What you have to do
The task here is to set down every line of the listing exactly.

Materials provided
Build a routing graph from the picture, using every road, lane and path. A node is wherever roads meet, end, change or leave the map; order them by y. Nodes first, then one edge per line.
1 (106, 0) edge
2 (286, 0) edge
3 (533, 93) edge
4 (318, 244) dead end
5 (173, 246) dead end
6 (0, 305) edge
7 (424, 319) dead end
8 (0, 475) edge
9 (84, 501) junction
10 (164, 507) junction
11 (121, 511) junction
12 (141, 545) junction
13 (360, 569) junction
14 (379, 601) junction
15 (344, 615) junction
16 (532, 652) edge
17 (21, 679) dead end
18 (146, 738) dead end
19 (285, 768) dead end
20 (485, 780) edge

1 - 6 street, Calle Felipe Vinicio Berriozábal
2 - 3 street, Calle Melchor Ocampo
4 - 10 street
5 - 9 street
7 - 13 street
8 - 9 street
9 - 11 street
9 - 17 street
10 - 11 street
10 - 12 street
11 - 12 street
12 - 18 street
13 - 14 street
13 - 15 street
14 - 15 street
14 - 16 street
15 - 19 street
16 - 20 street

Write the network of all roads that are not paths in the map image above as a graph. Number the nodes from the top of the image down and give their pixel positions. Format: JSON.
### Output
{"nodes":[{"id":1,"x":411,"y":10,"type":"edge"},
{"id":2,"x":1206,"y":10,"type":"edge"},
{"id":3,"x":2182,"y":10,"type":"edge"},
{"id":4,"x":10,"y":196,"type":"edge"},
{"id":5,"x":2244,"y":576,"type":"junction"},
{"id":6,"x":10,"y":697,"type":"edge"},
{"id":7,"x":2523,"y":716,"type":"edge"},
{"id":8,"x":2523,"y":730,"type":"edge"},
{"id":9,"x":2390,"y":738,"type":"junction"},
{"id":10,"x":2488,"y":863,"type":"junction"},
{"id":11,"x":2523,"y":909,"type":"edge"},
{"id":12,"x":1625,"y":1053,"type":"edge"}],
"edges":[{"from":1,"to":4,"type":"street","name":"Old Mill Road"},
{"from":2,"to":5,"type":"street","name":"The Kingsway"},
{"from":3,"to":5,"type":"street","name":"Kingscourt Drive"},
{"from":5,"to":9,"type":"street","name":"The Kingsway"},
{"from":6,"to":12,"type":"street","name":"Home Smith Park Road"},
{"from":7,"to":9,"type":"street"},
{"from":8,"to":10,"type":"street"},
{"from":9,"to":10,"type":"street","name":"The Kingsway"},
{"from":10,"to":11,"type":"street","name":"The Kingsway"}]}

The completed task
Build a routing graph from the picture, using every road, lane and path. A node is wherever roads meet, end, change or leave the map; order them by y. Nodes first, then one edge per line.
1 (106, 0) edge
2 (286, 0) edge
3 (533, 93) edge
4 (318, 244) dead end
5 (173, 246) dead end
6 (0, 305) edge
7 (424, 319) dead end
8 (0, 475) edge
9 (84, 501) junction
10 (164, 507) junction
11 (121, 511) junction
12 (141, 545) junction
13 (360, 569) junction
14 (379, 601) junction
15 (344, 615) junction
16 (532, 652) edge
17 (21, 679) dead end
18 (146, 738) dead end
19 (285, 768) dead end
20 (485, 780) edge

1 - 6 street, Calle Felipe Vinicio Berriozábal
2 - 3 street, Calle Melchor Ocampo
4 - 10 street
5 - 9 street
7 - 13 street
8 - 9 street
9 - 11 street
9 - 17 street
10 - 11 street
10 - 12 street
11 - 12 street
12 - 18 street
13 - 14 street
13 - 15 street
14 - 15 street
14 - 16 street
15 - 19 street
16 - 20 street

Write the network of all roads that are not paths in the map image above as a graph. Number the nodes from the top of the image down and give their pixel positions. Format: JSON.
### Output
{"nodes":[{"id":1,"x":411,"y":10,"type":"edge"},
{"id":2,"x":1206,"y":10,"type":"edge"},
{"id":3,"x":2182,"y":10,"type":"edge"},
{"id":4,"x":10,"y":196,"type":"edge"},
{"id":5,"x":2244,"y":576,"type":"junction"},
{"id":6,"x":10,"y":697,"type":"edge"},
{"id":7,"x":2523,"y":716,"type":"edge"},
{"id":8,"x":2523,"y":730,"type":"edge"},
{"id":9,"x":2390,"y":738,"type":"junction"},
{"id":10,"x":2488,"y":863,"type":"junction"},
{"id":11,"x":2523,"y":909,"type":"edge"},
{"id":12,"x":1625,"y":1053,"type":"edge"}],
"edges":[{"from":1,"to":4,"type":"street","name":"Old Mill Road"},
{"from":2,"to":5,"type":"street","name":"The Kingsway"},
{"from":3,"to":5,"type":"street","name":"Kingscourt Drive"},
{"from":5,"to":9,"type":"street","name":"The Kingsway"},
{"from":6,"to":12,"type":"street","name":"Home Smith Park Road"},
{"from":7,"to":9,"type":"street"},
{"from":8,"to":10,"type":"street"},
{"from":9,"to":10,"type":"street","name":"The Kingsway"},
{"from":10,"to":11,"type":"street","name":"The Kingsway"}]}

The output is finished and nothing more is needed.